The last few years have witnessed a huge leap in addressing Islamic Tourism at both a practical and academic level. On the practical level, a number of hotels, referred to as ‘Muslim-friendly’, have appeared recently (www.islamictourism.com. At the academic level, there are many studies related to religious tourism (Carboni, Perelli et al. 2014, Zamani‐Farahani, Henderson 2010, Al-Hamarneh, Steiner 2004, Eid 2013, Weidenfeld, Ron 2008, Battour, Ismail et al. 2011, Battour, Ismail et al. 2010) which have recently included academic terms related to religious tourism, including ‘the Muslim tourist perceived value’ (Eid, El-Gohary 2014) and ‘the service quality of the Muslim tourist’ (Eid 2012).

The service quality is considered one of the important issues in which both researchers and practitioners have been interested in during the last few years. The research efforts which handled and analysed this issue varied and the service quality dimensions differ according to the service nature and sector. Moreover, they differed in the same service from one study to another (Banerjee, Sah 2012, Calisir, Gumussoy et al. 2012, Cheng, Chen et al. 2012, Akhlaghi, Amini et al. 2012, Carlucci, Renna et al. 2013, Munnukka, Järvi et al. 2013, Finn 2011, Suki 2014, Han, Ham et al. 2012, Ahsan, Rahman 2013, Thaichon, Lobo et al. 2014, Guesalaga, Pitta 2014). The study of the Muslim tourist service quality dimensions should not be limited to the five traditional dimensions, but a sixth dimension relating to compatibility to Islamic Shari’a, like separate swimming pools and providing prayer amenities, should be included.

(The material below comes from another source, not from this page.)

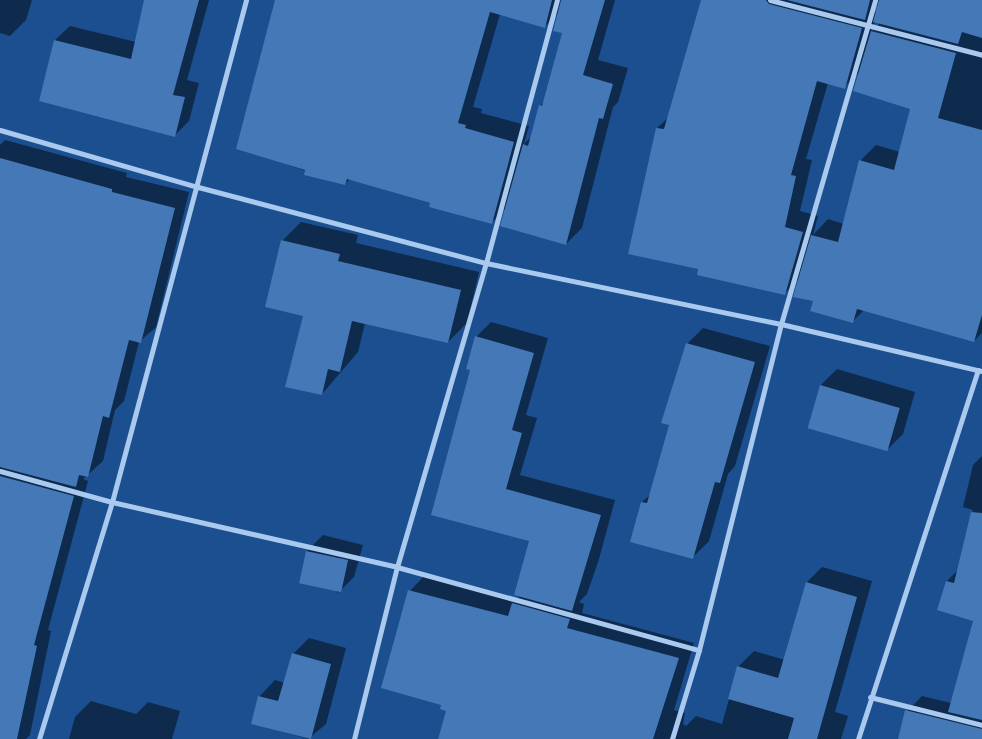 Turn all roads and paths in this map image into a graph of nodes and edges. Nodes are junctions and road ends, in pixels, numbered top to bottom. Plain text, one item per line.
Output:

The behavioural intentions of the tourist is an indicator of plans to revisit the same hotel in the future and recommending visiting the hotel to others (Lai, Chen 2011, Som, Marzuki et al. 2012, Prayag, Hosany et al. 2013, Kim, Ham et al. 2013). Due to the increasing number of the Muslim tourists from Islamic countries, whether for tourism or education, hotels are keen to create a good impression on the tourist so that they recommend the hotel to other potential tourists. This research tries first to investigate whether the Muslim-friendly hotels match the expectations of the Muslim tourist, then to identify how much the perceived service quality influences the future behavioural intentions of the Muslim tourist.